▶ TASK INSTRUCTIONS
Exact repetition of the data below is required.

▶ DATASET EXTRACT
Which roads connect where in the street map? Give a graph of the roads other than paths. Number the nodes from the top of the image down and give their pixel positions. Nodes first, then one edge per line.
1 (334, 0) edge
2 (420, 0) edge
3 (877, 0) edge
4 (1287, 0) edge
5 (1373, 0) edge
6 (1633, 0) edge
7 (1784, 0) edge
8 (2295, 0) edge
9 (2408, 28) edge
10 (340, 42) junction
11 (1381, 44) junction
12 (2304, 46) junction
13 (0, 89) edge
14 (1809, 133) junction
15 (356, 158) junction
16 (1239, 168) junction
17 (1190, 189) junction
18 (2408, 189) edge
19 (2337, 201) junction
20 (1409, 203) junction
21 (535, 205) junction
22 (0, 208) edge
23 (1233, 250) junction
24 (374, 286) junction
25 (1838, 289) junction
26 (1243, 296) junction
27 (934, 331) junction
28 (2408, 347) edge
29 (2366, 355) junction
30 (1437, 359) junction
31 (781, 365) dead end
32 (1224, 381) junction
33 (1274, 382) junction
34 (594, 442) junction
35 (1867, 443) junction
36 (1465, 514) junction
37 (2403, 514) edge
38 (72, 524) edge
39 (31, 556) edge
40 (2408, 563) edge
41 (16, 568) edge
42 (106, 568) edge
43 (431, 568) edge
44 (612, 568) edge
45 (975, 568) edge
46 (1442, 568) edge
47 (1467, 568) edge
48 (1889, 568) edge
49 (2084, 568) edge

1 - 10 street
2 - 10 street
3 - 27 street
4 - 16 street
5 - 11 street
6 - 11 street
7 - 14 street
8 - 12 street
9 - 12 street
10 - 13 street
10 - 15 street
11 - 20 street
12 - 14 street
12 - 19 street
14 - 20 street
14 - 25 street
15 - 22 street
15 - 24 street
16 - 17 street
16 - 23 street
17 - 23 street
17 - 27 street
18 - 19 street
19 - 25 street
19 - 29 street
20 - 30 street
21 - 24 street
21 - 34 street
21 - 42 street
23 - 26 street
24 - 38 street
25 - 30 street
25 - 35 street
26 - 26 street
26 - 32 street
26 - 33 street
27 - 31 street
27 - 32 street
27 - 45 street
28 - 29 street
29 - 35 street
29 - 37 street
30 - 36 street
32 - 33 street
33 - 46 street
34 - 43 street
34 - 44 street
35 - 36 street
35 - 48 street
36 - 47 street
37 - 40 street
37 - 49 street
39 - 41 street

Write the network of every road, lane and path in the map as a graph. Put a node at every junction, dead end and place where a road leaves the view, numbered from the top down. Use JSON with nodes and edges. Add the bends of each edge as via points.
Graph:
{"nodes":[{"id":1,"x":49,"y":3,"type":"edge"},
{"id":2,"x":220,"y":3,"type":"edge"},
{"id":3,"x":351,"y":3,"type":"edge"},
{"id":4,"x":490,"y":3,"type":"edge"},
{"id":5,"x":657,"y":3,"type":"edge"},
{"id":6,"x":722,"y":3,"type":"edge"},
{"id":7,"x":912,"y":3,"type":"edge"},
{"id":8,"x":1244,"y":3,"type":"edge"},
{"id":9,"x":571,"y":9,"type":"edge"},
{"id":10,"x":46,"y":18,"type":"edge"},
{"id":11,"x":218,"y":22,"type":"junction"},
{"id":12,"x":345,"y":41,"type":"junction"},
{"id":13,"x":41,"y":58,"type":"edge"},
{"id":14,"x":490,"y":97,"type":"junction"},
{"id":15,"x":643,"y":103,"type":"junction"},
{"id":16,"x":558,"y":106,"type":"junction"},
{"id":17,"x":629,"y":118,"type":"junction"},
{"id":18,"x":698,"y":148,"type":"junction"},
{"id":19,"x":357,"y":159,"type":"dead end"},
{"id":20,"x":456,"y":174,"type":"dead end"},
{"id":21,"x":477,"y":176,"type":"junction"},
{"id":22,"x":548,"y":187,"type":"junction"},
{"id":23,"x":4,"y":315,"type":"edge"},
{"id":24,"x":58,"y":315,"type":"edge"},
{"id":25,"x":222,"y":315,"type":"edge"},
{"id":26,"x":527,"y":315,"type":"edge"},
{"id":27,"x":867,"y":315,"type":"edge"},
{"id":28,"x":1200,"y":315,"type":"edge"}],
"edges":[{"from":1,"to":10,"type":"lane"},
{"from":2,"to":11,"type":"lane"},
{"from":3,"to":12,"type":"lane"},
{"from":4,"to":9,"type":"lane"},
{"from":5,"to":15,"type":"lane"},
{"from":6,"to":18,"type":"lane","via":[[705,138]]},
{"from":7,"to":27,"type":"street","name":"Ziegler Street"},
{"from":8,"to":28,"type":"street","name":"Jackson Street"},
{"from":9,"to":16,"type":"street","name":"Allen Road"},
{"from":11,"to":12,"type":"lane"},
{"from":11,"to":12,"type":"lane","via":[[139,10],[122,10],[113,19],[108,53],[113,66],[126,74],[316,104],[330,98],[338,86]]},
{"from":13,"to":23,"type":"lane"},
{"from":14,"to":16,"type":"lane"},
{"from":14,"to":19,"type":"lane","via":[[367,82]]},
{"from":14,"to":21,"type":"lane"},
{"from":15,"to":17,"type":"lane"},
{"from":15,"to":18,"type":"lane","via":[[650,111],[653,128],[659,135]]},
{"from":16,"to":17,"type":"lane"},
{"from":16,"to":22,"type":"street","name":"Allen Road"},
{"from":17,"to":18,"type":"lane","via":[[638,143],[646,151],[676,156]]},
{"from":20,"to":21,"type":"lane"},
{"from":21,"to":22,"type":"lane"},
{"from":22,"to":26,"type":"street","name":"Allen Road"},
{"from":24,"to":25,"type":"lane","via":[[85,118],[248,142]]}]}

▶ EXERCISE RESULT
Which roads connect where in the street map? Give a graph of the roads other than paths. Number the nodes from the top of the image down and give their pixel positions. Nodes first, then one edge per line.
1 (334, 0) edge
2 (420, 0) edge
3 (877, 0) edge
4 (1287, 0) edge
5 (1373, 0) edge
6 (1633, 0) edge
7 (1784, 0) edge
8 (2295, 0) edge
9 (2408, 28) edge
10 (340, 42) junction
11 (1381, 44) junction
12 (2304, 46) junction
13 (0, 89) edge
14 (1809, 133) junction
15 (356, 158) junction
16 (1239, 168) junction
17 (1190, 189) junction
18 (2408, 189) edge
19 (2337, 201) junction
20 (1409, 203) junction
21 (535, 205) junction
22 (0, 208) edge
23 (1233, 250) junction
24 (374, 286) junction
25 (1838, 289) junction
26 (1243, 296) junction
27 (934, 331) junction
28 (2408, 347) edge
29 (2366, 355) junction
30 (1437, 359) junction
31 (781, 365) dead end
32 (1224, 381) junction
33 (1274, 382) junction
34 (594, 442) junction
35 (1867, 443) junction
36 (1465, 514) junction
37 (2403, 514) edge
38 (72, 524) edge
39 (31, 556) edge
40 (2408, 563) edge
41 (16, 568) edge
42 (106, 568) edge
43 (431, 568) edge
44 (612, 568) edge
45 (975, 568) edge
46 (1442, 568) edge
47 (1467, 568) edge
48 (1889, 568) edge
49 (2084, 568) edge

1 - 10 street
2 - 10 street
3 - 27 street
4 - 16 street
5 - 11 street
6 - 11 street
7 - 14 street
8 - 12 street
9 - 12 street
10 - 13 street
10 - 15 street
11 - 20 street
12 - 14 street
12 - 19 street
14 - 20 street
14 - 25 street
15 - 22 street
15 - 24 street
16 - 17 street
16 - 23 street
17 - 23 street
17 - 27 street
18 - 19 street
19 - 25 street
19 - 29 street
20 - 30 street
21 - 24 street
21 - 34 street
21 - 42 street
23 - 26 street
24 - 38 street
25 - 30 street
25 - 35 street
26 - 26 street
26 - 32 street
26 - 33 street
27 - 31 street
27 - 32 street
27 - 45 street
28 - 29 street
29 - 35 street
29 - 37 street
30 - 36 street
32 - 33 street
33 - 46 street
34 - 43 street
34 - 44 street
35 - 36 street
35 - 48 street
36 - 47 street
37 - 40 street
37 - 49 street
39 - 41 street

Write the network of every road, lane and path in the map as a graph. Put a node at every junction, dead end and place where a road leaves the view, numbered from the top down. Use JSON with nodes and edges. Add the bends of each edge as via points.
Graph:
{"nodes":[{"id":1,"x":49,"y":3,"type":"edge"},
{"id":2,"x":220,"y":3,"type":"edge"},
{"id":3,"x":351,"y":3,"type":"edge"},
{"id":4,"x":490,"y":3,"type":"edge"},
{"id":5,"x":657,"y":3,"type":"edge"},
{"id":6,"x":722,"y":3,"type":"edge"},
{"id":7,"x":912,"y":3,"type":"edge"},
{"id":8,"x":1244,"y":3,"type":"edge"},
{"id":9,"x":571,"y":9,"type":"edge"},
{"id":10,"x":46,"y":18,"type":"edge"},
{"id":11,"x":218,"y":22,"type":"junction"},
{"id":12,"x":345,"y":41,"type":"junction"},
{"id":13,"x":41,"y":58,"type":"edge"},
{"id":14,"x":490,"y":97,"type":"junction"},
{"id":15,"x":643,"y":103,"type":"junction"},
{"id":16,"x":558,"y":106,"type":"junction"},
{"id":17,"x":629,"y":118,"type":"junction"},
{"id":18,"x":698,"y":148,"type":"junction"},
{"id":19,"x":357,"y":159,"type":"dead end"},
{"id":20,"x":456,"y":174,"type":"dead end"},
{"id":21,"x":477,"y":176,"type":"junction"},
{"id":22,"x":548,"y":187,"type":"junction"},
{"id":23,"x":4,"y":315,"type":"edge"},
{"id":24,"x":58,"y":315,"type":"edge"},
{"id":25,"x":222,"y":315,"type":"edge"},
{"id":26,"x":527,"y":315,"type":"edge"},
{"id":27,"x":867,"y":315,"type":"edge"},
{"id":28,"x":1200,"y":315,"type":"edge"}],
"edges":[{"from":1,"to":10,"type":"lane"},
{"from":2,"to":11,"type":"lane"},
{"from":3,"to":12,"type":"lane"},
{"from":4,"to":9,"type":"lane"},
{"from":5,"to":15,"type":"lane"},
{"from":6,"to":18,"type":"lane","via":[[705,138]]},
{"from":7,"to":27,"type":"street","name":"Ziegler Street"},
{"from":8,"to":28,"type":"street","name":"Jackson Street"},
{"from":9,"to":16,"type":"street","name":"Allen Road"},
{"from":11,"to":12,"type":"lane"},
{"from":11,"to":12,"type":"lane","via":[[139,10],[122,10],[113,19],[108,53],[113,66],[126,74],[316,104],[330,98],[338,86]]},
{"from":13,"to":23,"type":"lane"},
{"from":14,"to":16,"type":"lane"},
{"from":14,"to":19,"type":"lane","via":[[367,82]]},
{"from":14,"to":21,"type":"lane"},
{"from":15,"to":17,"type":"lane"},
{"from":15,"to":18,"type":"lane","via":[[650,111],[653,128],[659,135]]},
{"from":16,"to":17,"type":"lane"},
{"from":16,"to":22,"type":"street","name":"Allen Road"},
{"from":17,"to":18,"type":"lane","via":[[638,143],[646,151],[676,156]]},
{"from":20,"to":21,"type":"lane"},
{"from":21,"to":22,"type":"lane"},
{"from":22,"to":26,"type":"street","name":"Allen Road"},
{"from":24,"to":25,"type":"lane","via":[[85,118],[248,142]]}]}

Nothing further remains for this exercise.